If in a million years, the organism that can survive on Earth best is an amoeba, then amoebae will be the dominant species on the planet. It’s not a better or worse situation (except maybe for us), it just is. Similarly it is not culture’s job to create a better future. What does “better” even mean? Better for whom? At what cost for other entities? I imagine some cultures might like to take things slow and enjoy life, while others might believe in long work hours and competitiveness. Who’s the arbiter of better or worse here?

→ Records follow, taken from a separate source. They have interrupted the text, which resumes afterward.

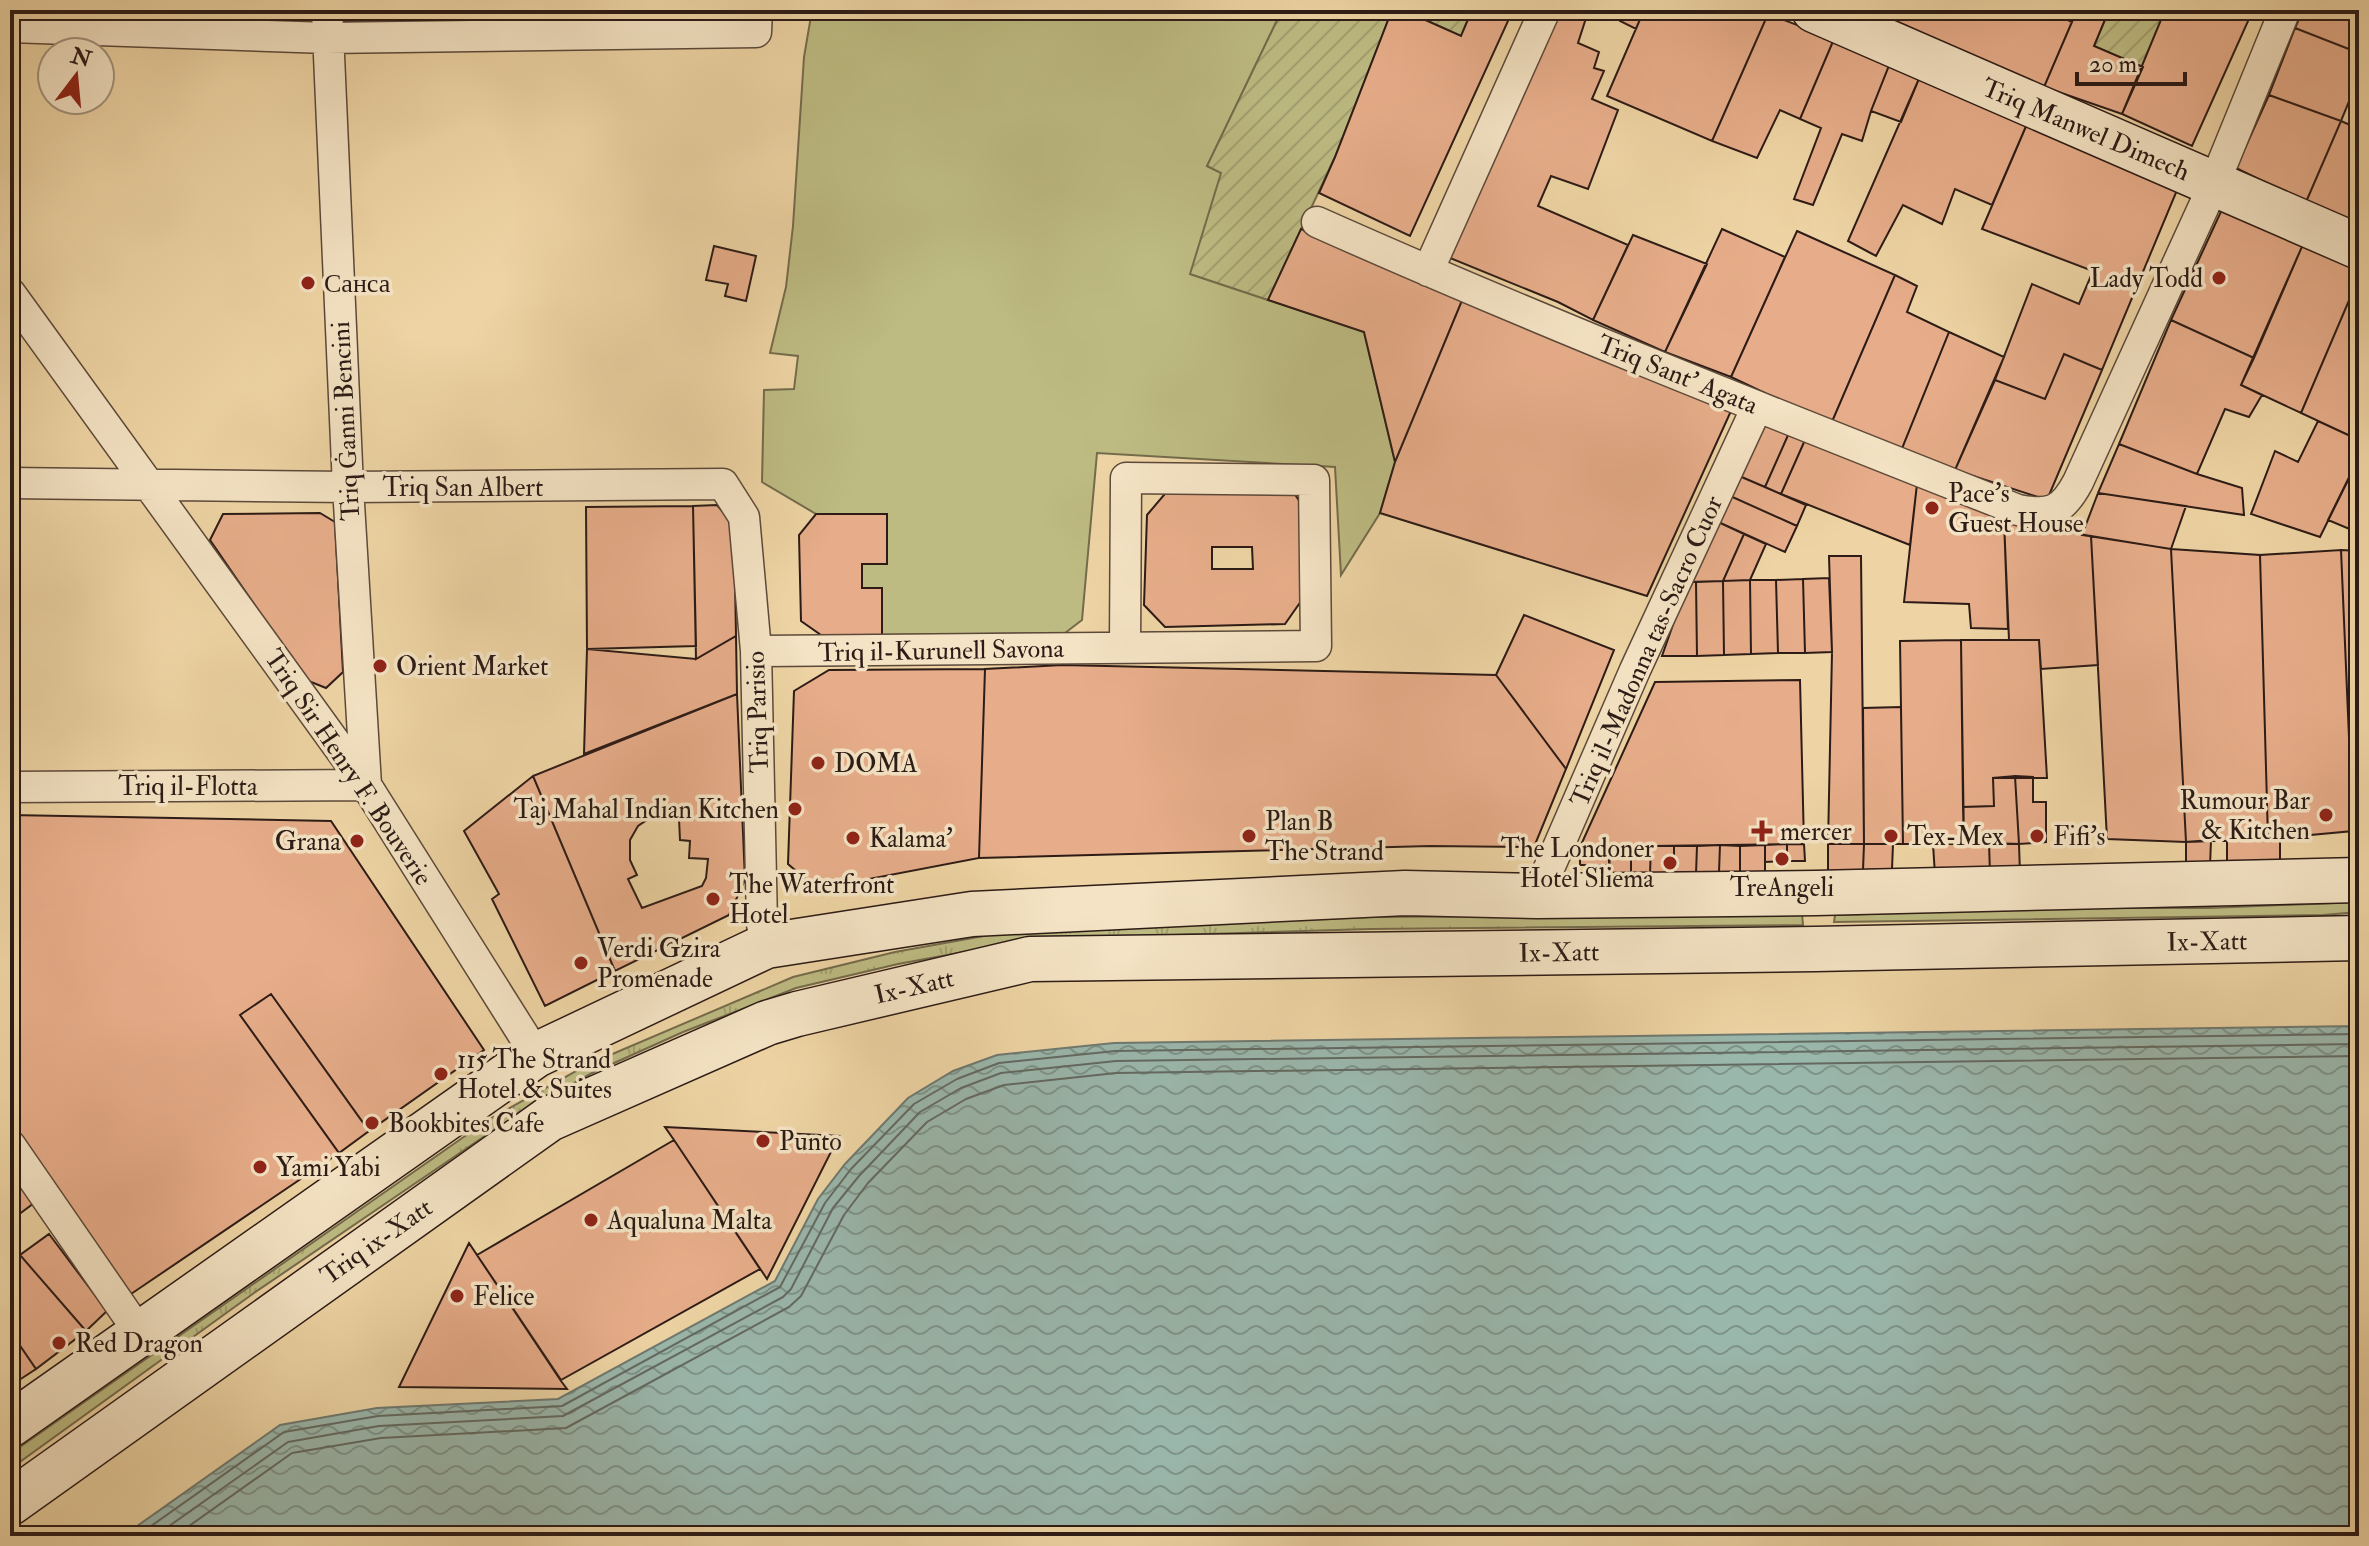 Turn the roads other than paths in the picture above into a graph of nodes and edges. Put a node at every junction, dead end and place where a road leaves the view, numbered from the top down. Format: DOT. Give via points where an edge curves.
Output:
graph roads {
  1 [pos="1545,10"];
  2 [pos="1814,10"];
  3 [pos="2285,10"];
  4 [pos="756,21"];
  5 [pos="327,24"];
  6 [pos="10,27"];
  7 [pos="2214,184"];
  8 [pos="1317,222"];
  9 [pos="2359,247"];
  10 [pos="1428,271"];
  11 [pos="10,293"];
  12 [pos="1757,407"];
  13 [pos="10,483"];
  14 [pos="723,484"];
  15 [pos="150,486"];
  16 [pos="348,487"];
  17 [pos="1125,648"];
  18 [pos="756,651"];
  19 [pos="366,785"];
  20 [pos="10,787"];
  21 [pos="2359,880"];
  22 [pos="1537,896"];
  23 [pos="2359,938"];
  24 [pos="766,946"];
  25 [pos="767,1023"];
  26 [pos="536,1055"];
  27 [pos="10,1145"];
  28 [pos="139,1332"];
  29 [pos="10,1425"];
  30 [pos="10,1503"];
  1 -- 10 [label="street"];
  2 -- 7 [label="main road, Triq Manwel Dimech"];
  3 -- 7 [label="street"];
  4 -- 5 [label="street"];
  5 -- 6 [label="street"];
  5 -- 16 [label="street, Triq Ġanni Bencini"];
  7 -- 9 [label="main road, Triq Manwel Dimech"];
  7 -- 12 [label="street, Triq Sant' Agata" via="2067,502 2043,515 2018,510"];
  8 -- 10 [label="street, Triq Sant' Agata"];
  10 -- 12 [label="street, Triq Sant' Agata"];
  11 -- 15 [label="street, Triq Sir Henry F. Bouverie"];
  12 -- 22 [label="street, Triq il-Madonna tas-Sacro Cuor"];
  13 -- 15 [label="street, Triq San Albert"];
  14 -- 16 [label="street, Triq San Albert"];
  14 -- 18 [label="street, Triq Parisio" via="744,517"];
  15 -- 16 [label="street, Triq San Albert"];
  15 -- 19 [label="street, Triq Sir Henry F. Bouverie"];
  16 -- 19 [label="street, Triq Ġanni Bencini"];
  17 -- 17 [label="street, Triq il-Kurunell Savona" via="1316,646 1314,480 1126,478"];
  17 -- 18 [label="street, Triq il-Kurunell Savona"];
  18 -- 24 [label="street, Triq Parisio"];
  19 -- 20 [label="street, Triq il-Flotta"];
  19 -- 26 [label="street, Triq Sir Henry F. Bouverie"];
  21 -- 22 [label="main road"];
  22 -- 24 [label="main road" via="1405,893 972,914"];
  23 -- 25 [label="main road, Ix-Xatt" via="1030,959"];
  24 -- 26 [label="main road"];
  25 -- 30 [label="main road, Triq ix-Xatt" via="549,1119"];
  26 -- 28 [label="main road"];
  27 -- 28 [label="street"];
  28 -- 29 [label="main road"];
} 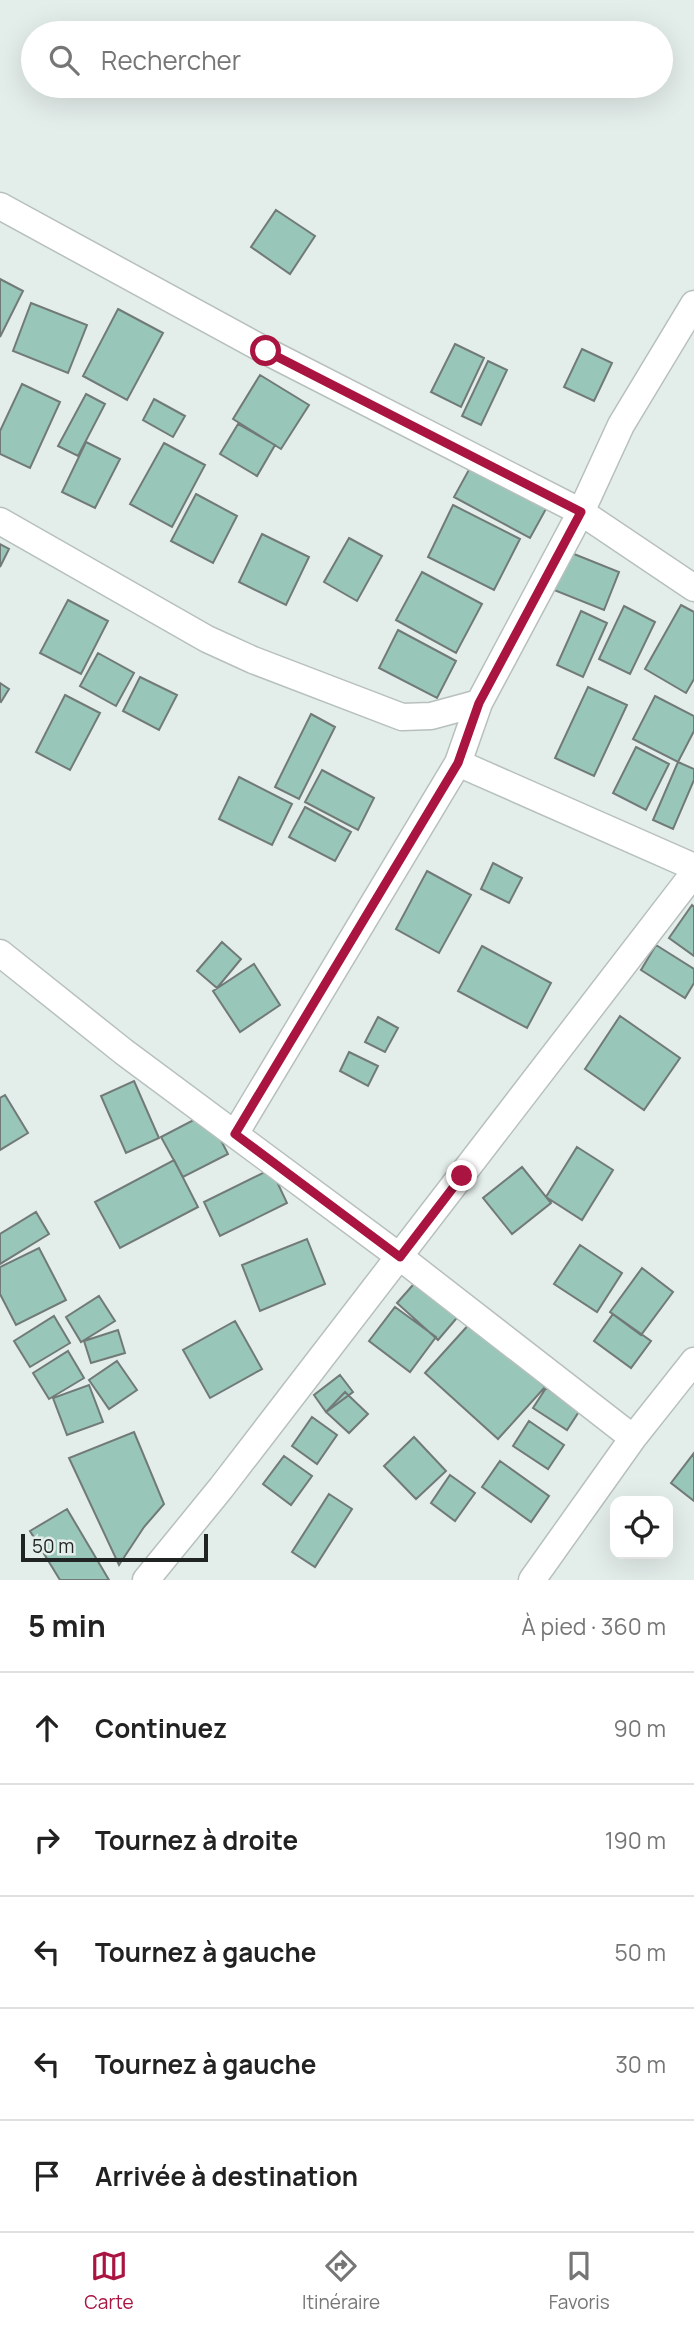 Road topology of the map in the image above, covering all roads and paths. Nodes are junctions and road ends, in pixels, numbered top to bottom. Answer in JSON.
{"nodes":[{"id":1,"x":0,"y":206,"type":"edge"},
{"id":2,"x":694,"y":304,"type":"edge"},
{"id":3,"x":581,"y":512,"type":"junction"},
{"id":4,"x":0,"y":521,"type":"edge"},
{"id":5,"x":694,"y":587,"type":"edge"},
{"id":6,"x":479,"y":703,"type":"junction"},
{"id":7,"x":458,"y":763,"type":"junction"},
{"id":8,"x":694,"y":867,"type":"edge"},
{"id":9,"x":694,"y":873,"type":"edge"},
{"id":10,"x":0,"y":953,"type":"edge"},
{"id":11,"x":235,"y":1134,"type":"junction"},
{"id":12,"x":400,"y":1257,"type":"junction"},
{"id":13,"x":694,"y":1361,"type":"edge"},
{"id":14,"x":633,"y":1438,"type":"junction"},
{"id":15,"x":146,"y":1580,"type":"edge"},
{"id":16,"x":532,"y":1580,"type":"edge"}],
"edges":[{"from":1,"to":3,"type":"street"},
{"from":2,"to":3,"type":"street"},
{"from":3,"to":5,"type":"street"},
{"from":3,"to":6,"type":"street"},
{"from":4,"to":6,"type":"street"},
{"from":6,"to":7,"type":"street"},
{"from":7,"to":8,"type":"street"},
{"from":7,"to":11,"type":"street"},
{"from":9,"to":12,"type":"street"},
{"from":10,"to":11,"type":"street"},
{"from":11,"to":12,"type":"street"},
{"from":12,"to":14,"type":"street"},
{"from":12,"to":15,"type":"street"},
{"from":13,"to":14,"type":"street"},
{"from":14,"to":16,"type":"street"}]}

Some culture might devalue women to the extent that it loses too many of them and isn’t able to effectively propagate itself, effectively dying out. I’m sure people from that culture wouldn’t be happy about that, although it’s “good” in some universal sense. Culture exists to propagate itself, not to do any good or bad for the people who follow it. My thoughts here are more or less para-phrasings of the discussion on ‘memes’ from ‘The Selfish Gene’. Culture at best, creates a feeling of societal cohesion, a generalized patriotism that can compel its members to perform better against other cultures.
I don’t think it makes any sense in asking if culture is good for youth and country because that assumes that there is an alternative to culture, a state of diminished culture, or non-culture. That’s not going to happen ever. Culture doesn’t allow a vacuum to exist; something always rushes in to take up the empty space. You might mean instead mean to ask about the importance of a country’s indigenous culture for that country’s progress, in the context of foreign culture having undesired influences. To that I say, let the fittest survive.
I don’t believe in feeling guilty or upset about, for example, Indian culture becoming westernized. If a culture is strong enough, it’ll adapt itself to new challenges. If not, too bad. Just like there have been millions of species that are now extinct, and also millions more than can arise given the appropriate conditions on Earth– culture, like life, will always be around in some form or the other. And just like you can’t say that any particular bird or animal or virus is “better” for nature, you really just can’t discuss how culture is “better” for our future.